Traditionally, the implementation process associated with strategy creation (or even strategy clarification) and its execution within an organization is a Taylor-esque waterfall—a prescriptive and sequential approach to strategy definition and execution.
However, the world moves so fast that fully defined, tested, and approved annual plans become obsolete even before the teams can initiate projects to implement them. What is worse, these annual expeditions are hobbled further by the prescriptive techniques used to develop and track the initiatives
Over recent years, we are seeing companies—be they Fortune 100 stalwarts or speculative startups—no longer having the luxuries previously afforded their predecessors. Those who cannot make rapid adjustments to the vagaries of the business world—due to the disintegration of their previously stable financial system or to the rapid shift of the interests and buying power of their dominant demographics—simply succumb to the oppressive weight of their guiding principles and the planning and execution practices. Though a good portion of these issues typically reside outside of IT, they are quite analogous to issues that traditionally befall Project and Product organizations. Incredibly, though, where IT has been using agile methods to address and resolve these types of issues for a decade now, the realization that less prescription and more adaptation in the organizational strategy and execution arena has been slow to materialize. For example, as the financial crisis deepened, General Motors sought to ignore the increasing conservativeness in its base. Executives missed many of the strategic signs that Ford saw and, ultimately, was nowhere near as quick to divest languishing brands that diluted its institutional presence (Volvo vs. Saab, Mazda vs. Saturn).
Driving forward in this post-financial-meltdown decade, our clients are seeking the same traits from their strategy initiatives as we have historically seen from their development initiatives. The pressure to change is starting to build—from the market and from shareholders. In fact, a recent multibillion dollar client undertook a major initiative to overhaul its strategy execution based on its shareholders’ “recommendation.” The client found that agile principles created great value throughout the organization even in its historically slow-moving industry where strategic plans can last for decades. The ability to charter, self-organize, and continually review and adapt plans has started to create a culture of value creation and responsiveness that is helping to redefine its strategy and performance in the marketplace.
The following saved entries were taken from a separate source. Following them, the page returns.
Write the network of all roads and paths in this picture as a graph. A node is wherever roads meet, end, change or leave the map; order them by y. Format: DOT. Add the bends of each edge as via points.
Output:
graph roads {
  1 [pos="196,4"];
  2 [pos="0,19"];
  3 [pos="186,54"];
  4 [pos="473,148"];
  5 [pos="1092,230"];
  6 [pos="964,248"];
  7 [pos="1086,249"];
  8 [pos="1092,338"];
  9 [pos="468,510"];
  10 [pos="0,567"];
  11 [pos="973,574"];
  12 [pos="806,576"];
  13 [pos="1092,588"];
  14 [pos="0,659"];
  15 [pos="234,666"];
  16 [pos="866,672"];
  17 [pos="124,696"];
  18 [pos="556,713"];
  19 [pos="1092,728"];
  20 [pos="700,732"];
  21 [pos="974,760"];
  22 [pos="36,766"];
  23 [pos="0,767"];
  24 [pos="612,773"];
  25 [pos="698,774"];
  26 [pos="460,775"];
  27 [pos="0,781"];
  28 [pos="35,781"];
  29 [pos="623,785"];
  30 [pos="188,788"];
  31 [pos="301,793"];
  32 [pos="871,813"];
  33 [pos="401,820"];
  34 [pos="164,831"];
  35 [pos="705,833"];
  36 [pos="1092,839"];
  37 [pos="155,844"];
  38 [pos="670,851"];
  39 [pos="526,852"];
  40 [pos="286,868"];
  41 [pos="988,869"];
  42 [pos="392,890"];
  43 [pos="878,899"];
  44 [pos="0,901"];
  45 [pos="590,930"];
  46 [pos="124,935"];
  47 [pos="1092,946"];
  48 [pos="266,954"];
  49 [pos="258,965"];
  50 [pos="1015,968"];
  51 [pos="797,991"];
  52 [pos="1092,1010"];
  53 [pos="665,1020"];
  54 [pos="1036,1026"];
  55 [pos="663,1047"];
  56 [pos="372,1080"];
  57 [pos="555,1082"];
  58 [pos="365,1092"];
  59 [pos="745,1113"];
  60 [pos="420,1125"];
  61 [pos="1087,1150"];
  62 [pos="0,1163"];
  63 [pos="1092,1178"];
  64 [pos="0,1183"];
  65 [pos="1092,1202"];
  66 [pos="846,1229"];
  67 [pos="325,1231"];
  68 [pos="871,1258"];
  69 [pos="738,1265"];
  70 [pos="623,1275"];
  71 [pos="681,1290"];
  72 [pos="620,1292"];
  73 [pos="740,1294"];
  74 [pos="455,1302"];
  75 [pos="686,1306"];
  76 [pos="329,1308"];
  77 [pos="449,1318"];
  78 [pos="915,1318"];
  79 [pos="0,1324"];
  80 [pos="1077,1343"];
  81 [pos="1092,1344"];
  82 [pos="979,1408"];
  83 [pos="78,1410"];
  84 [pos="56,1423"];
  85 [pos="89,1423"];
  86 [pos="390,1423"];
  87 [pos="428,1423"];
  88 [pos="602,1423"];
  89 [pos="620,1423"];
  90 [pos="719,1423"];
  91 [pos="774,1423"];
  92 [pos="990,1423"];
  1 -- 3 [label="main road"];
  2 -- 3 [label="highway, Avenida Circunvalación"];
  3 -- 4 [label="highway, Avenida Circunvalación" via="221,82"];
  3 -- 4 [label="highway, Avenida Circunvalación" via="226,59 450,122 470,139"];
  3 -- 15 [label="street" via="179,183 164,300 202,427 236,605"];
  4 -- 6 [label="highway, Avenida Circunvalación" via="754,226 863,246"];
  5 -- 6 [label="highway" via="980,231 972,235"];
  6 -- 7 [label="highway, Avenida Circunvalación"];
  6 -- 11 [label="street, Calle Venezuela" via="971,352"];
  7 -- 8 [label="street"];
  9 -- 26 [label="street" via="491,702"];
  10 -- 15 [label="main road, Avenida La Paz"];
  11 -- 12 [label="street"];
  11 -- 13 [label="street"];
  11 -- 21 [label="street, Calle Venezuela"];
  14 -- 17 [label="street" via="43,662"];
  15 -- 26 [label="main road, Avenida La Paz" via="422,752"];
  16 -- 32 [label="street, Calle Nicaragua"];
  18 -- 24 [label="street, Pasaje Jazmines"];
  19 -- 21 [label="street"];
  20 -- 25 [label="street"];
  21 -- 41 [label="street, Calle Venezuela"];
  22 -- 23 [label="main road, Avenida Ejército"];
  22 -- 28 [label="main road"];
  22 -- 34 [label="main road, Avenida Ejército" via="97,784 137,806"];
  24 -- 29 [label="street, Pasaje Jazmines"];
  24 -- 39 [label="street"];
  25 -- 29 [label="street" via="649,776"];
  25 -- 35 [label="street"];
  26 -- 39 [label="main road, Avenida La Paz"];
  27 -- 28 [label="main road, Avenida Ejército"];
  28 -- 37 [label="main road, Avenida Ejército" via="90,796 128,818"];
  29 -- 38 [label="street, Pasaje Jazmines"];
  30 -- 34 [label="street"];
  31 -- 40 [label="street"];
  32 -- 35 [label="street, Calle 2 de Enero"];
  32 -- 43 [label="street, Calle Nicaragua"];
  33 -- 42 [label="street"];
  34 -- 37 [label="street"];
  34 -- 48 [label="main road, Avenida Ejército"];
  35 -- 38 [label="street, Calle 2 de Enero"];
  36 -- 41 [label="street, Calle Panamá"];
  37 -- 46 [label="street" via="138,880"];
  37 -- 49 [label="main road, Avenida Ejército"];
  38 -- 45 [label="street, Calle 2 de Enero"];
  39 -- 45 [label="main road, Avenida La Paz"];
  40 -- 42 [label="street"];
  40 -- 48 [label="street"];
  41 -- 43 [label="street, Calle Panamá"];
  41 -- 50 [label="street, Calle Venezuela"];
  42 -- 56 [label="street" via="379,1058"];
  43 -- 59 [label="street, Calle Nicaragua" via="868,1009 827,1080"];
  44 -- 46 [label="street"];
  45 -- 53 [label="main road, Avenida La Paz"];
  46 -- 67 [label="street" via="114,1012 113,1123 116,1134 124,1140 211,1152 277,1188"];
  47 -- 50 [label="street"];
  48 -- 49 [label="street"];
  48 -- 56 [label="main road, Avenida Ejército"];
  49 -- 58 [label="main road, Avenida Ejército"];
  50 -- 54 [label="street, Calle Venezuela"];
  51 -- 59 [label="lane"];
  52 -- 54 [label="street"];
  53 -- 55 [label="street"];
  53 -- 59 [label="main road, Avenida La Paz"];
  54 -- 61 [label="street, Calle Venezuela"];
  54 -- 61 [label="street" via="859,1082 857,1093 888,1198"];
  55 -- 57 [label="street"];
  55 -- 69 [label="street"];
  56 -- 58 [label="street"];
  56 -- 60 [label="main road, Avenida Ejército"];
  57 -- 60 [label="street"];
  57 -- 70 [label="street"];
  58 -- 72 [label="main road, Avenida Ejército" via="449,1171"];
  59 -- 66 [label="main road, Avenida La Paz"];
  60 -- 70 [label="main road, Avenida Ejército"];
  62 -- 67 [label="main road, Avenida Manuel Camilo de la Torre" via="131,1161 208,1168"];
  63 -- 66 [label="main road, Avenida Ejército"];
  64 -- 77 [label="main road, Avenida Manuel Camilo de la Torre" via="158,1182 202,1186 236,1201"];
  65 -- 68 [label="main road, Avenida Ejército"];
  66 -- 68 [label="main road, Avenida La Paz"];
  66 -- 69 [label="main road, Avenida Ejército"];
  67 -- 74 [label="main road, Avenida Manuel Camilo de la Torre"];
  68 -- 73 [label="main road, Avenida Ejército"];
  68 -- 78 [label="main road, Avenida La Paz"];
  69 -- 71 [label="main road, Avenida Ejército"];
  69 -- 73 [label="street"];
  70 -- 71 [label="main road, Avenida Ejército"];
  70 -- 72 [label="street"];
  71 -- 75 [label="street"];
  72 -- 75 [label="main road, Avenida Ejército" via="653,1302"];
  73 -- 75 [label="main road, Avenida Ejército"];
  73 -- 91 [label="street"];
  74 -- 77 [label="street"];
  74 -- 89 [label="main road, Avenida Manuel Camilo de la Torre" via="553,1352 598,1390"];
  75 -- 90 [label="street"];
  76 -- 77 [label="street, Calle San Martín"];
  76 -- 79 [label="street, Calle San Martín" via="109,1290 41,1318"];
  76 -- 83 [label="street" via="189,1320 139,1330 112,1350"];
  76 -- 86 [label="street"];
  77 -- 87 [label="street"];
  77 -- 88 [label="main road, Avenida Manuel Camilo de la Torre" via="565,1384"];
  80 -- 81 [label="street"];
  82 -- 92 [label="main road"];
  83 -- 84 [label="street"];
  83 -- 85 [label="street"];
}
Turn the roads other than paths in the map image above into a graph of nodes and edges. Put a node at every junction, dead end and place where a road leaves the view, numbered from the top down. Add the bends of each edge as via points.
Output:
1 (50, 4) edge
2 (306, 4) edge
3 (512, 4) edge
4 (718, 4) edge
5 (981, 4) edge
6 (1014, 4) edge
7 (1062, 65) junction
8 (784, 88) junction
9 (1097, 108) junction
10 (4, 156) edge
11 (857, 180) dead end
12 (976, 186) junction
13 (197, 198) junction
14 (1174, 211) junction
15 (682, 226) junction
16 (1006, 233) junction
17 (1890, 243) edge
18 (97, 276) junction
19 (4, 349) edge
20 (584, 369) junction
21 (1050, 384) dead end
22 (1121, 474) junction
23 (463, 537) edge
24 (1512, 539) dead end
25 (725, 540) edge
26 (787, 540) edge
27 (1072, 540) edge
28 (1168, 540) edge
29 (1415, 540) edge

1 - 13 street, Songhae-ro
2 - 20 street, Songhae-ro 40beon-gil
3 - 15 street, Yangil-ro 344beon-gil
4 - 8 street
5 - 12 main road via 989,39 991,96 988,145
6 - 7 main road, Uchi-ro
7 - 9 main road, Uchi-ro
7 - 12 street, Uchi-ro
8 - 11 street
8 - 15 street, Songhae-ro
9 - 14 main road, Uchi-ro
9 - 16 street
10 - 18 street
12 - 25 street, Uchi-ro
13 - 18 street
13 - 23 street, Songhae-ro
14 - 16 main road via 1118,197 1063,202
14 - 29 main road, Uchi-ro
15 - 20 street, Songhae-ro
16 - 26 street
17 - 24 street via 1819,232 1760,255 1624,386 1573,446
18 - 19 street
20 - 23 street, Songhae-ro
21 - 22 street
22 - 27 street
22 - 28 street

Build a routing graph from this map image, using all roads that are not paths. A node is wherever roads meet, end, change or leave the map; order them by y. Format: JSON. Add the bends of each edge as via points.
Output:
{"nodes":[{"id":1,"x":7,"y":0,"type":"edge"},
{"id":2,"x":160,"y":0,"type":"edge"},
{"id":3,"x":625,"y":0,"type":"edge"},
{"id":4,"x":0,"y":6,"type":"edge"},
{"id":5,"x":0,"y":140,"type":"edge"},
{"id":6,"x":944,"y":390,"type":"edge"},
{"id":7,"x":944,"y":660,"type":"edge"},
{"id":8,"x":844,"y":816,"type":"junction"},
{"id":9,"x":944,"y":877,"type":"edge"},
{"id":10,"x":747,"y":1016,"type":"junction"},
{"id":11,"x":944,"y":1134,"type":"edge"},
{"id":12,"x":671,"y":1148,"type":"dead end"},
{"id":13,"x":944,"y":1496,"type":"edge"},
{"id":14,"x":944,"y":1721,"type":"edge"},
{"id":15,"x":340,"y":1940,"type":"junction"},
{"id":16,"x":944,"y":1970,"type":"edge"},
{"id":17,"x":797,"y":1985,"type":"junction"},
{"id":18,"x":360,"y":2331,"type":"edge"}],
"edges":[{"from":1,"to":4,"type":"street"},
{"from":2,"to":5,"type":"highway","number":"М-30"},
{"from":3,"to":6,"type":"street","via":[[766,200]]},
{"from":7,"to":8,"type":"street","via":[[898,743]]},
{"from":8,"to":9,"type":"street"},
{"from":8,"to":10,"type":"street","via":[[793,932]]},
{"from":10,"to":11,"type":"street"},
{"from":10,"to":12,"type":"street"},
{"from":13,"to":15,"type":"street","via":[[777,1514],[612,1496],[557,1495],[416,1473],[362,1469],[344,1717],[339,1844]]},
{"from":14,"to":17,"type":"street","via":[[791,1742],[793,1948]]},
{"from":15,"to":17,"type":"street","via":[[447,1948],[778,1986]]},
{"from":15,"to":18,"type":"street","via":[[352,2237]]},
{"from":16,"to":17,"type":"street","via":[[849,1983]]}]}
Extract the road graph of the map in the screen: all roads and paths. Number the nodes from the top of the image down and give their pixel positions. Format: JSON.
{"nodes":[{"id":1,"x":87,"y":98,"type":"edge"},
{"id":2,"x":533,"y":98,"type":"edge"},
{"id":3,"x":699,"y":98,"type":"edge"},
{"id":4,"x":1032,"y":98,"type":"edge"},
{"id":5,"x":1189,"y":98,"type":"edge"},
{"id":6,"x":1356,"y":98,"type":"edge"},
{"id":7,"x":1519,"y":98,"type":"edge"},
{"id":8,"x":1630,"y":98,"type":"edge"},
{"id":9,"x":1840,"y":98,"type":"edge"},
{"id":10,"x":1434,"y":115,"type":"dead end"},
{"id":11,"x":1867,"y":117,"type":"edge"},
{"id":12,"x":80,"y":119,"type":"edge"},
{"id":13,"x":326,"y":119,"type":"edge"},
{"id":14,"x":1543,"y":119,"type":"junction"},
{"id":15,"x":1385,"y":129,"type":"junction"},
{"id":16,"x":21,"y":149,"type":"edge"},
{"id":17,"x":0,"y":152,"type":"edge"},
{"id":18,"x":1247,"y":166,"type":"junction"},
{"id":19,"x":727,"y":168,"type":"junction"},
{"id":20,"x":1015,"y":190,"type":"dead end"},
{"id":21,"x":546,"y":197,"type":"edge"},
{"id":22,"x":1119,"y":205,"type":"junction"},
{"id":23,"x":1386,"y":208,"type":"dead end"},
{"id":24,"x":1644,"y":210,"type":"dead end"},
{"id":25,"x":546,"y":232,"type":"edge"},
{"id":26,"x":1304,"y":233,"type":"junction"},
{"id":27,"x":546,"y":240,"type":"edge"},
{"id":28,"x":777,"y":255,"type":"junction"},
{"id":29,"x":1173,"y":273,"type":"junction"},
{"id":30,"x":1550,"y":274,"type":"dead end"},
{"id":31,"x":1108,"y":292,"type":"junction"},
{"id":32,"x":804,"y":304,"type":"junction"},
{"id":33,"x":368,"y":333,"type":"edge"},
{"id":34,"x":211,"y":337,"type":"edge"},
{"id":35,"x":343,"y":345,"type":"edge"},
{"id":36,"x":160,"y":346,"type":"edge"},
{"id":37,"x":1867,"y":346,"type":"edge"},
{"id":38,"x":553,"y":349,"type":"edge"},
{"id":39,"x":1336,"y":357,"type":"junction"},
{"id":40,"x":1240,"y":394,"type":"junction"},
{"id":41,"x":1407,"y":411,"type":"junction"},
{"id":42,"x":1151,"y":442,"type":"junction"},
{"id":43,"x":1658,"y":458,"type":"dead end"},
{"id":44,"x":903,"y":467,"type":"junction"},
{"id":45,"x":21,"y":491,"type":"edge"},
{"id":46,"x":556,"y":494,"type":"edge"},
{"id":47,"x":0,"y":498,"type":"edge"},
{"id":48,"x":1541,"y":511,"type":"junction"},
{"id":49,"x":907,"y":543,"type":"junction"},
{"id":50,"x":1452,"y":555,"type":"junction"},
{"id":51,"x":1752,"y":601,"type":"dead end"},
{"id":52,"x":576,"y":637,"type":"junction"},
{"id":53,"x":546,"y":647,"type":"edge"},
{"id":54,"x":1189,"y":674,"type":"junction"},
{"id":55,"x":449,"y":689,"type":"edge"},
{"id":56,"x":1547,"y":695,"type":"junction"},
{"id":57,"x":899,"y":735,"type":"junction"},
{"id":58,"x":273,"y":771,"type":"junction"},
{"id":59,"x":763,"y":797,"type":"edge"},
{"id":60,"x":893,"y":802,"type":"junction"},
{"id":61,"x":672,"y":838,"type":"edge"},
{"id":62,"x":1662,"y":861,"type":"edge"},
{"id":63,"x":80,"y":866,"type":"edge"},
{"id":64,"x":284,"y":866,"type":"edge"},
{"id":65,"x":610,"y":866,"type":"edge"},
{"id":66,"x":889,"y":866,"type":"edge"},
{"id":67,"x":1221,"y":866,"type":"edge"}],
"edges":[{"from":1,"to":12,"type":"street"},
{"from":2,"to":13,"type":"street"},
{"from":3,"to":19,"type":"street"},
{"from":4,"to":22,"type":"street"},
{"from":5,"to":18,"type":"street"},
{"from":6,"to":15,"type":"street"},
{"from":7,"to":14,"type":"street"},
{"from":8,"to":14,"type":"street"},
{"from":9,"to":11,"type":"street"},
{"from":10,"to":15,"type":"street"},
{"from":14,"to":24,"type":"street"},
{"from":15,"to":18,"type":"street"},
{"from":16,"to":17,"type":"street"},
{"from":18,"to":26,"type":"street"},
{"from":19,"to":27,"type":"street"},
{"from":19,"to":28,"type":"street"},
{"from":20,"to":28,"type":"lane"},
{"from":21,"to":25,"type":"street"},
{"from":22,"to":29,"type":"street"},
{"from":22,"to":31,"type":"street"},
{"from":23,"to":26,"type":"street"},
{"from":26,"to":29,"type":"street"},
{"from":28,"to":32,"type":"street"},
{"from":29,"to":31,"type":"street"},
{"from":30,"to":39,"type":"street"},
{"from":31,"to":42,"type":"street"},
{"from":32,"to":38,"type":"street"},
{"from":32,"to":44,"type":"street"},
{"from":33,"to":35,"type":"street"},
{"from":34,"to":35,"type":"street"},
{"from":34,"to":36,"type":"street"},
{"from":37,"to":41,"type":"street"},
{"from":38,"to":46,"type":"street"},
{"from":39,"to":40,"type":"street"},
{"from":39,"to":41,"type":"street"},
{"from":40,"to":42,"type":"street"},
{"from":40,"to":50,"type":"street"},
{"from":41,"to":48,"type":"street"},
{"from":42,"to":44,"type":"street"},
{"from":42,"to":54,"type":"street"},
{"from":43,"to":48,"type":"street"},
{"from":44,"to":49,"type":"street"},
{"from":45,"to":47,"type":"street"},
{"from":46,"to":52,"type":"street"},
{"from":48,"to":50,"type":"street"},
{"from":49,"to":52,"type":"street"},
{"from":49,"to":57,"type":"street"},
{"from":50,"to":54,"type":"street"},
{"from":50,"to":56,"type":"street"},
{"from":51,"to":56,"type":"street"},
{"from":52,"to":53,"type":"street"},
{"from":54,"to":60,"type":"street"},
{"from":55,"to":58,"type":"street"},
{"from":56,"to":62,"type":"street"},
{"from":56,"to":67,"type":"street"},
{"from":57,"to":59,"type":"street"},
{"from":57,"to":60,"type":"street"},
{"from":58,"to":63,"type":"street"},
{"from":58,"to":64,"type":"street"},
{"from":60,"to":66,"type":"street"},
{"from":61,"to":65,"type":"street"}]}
The most effective way to implement strategy—just like the most effective way to implement software—is an iterative process. It’s simple to visualize if we separate the process into four phases: clarify strategy, drive performance, execute process, and optimize data. Once the cycle starts, the basic idea is that the strategy is designed to drive performance that is realized by implementing the processes that are measured and monitored so that they can inform clarifications to the strategy. The cyclic process rapidly establishes a cultural shift toward a governance program that continuously focuses organizational performance where the company needs it most during each successive reporting period.
Integrating the tenets of agility into the process provides a substantial additional “premium” to this approach. The cycle is now completed more rapidly, allowing the organization to be more responsive to its market. Strategic choices can be assessed more rapidly—providing the ability to realize value more quickly and completely.
The organization’s ability to align and respond to strategy changes improves dramatically, and strategic missteps can be pruned before significantly damaging the bottom line. Agile methods are no longer limited to developing software or products. Agile is the new way to compete and the new way to win at every level of the organization—from development to strategy.
[1] See Robert Kanigel, The One Best Way: Frederick Winslow Taylor and the Enigma of Efficiency, Penguin, 1999
After a rather controversial strike, Taylor and his findings were subjected to a congressional investigation of “Scientific Management”, which concluded that Taylorism was not in the best interest of the workers. Never the less, business leaders widely adopted the system, though most organizations who had hired Taylor as a process consultant fired him for inability to produce promised results.